Dataset entries:
=== Begin Enclosure ===

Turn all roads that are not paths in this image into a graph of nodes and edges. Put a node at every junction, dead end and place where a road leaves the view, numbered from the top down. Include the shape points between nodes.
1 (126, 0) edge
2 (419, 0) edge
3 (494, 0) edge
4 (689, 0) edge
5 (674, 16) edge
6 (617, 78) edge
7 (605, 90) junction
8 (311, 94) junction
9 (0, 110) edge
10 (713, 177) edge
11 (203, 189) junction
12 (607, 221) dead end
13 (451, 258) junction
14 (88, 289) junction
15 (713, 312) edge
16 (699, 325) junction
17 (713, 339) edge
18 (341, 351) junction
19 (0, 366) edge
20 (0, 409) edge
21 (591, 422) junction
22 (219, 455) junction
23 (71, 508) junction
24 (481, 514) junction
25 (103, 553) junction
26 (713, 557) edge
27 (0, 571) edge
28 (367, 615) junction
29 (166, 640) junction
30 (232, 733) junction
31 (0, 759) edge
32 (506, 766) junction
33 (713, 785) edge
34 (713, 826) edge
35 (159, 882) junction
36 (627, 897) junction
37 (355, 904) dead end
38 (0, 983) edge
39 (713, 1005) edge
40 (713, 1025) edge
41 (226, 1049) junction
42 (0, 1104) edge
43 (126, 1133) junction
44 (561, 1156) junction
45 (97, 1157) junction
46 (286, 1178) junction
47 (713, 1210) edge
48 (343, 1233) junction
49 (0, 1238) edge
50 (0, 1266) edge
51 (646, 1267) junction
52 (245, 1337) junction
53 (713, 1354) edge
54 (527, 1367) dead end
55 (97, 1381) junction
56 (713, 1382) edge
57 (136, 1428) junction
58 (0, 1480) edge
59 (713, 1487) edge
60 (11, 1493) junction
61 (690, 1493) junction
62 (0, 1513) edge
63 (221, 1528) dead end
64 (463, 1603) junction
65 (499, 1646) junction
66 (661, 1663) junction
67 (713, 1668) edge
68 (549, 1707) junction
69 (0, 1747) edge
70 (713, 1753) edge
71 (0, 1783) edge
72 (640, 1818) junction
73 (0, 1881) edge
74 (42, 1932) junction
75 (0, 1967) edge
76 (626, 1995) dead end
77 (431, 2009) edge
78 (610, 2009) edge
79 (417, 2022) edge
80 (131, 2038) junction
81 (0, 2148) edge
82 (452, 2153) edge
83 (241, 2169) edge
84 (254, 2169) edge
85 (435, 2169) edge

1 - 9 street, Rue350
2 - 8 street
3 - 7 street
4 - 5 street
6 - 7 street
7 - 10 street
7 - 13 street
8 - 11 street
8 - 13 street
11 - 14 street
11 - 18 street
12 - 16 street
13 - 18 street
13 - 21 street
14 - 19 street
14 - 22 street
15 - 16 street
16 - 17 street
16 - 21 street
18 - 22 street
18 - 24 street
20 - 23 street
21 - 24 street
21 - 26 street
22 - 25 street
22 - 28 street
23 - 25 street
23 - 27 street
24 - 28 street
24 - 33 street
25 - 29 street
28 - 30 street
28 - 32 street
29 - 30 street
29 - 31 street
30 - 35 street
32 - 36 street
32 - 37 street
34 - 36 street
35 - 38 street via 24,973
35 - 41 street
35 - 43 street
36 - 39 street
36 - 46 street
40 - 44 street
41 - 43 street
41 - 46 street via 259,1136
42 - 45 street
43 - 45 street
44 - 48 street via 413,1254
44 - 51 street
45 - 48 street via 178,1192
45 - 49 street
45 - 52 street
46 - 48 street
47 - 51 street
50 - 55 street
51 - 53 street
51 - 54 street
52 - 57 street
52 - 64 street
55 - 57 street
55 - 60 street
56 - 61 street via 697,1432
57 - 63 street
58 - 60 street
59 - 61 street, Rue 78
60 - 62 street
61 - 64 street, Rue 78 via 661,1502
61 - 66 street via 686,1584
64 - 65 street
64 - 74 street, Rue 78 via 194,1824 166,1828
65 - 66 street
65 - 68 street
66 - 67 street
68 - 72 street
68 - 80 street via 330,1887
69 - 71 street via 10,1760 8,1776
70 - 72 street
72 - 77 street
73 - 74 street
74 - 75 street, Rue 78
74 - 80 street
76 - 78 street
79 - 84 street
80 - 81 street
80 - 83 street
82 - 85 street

=== End Enclosure ===

PROBLEM STATEMENT: If a line above holds the word "dead", copy it.

EXERCISE OUTPUT:
Turn all roads that are not paths in this image into a graph of nodes and edges. Put a node at every junction, dead end and place where a road leaves the view, numbered from the top down. Include the shape points between nodes.
12 (607, 221) dead end
37 (355, 904) dead end
54 (527, 1367) dead end
63 (221, 1528) dead end
76 (626, 1995) dead end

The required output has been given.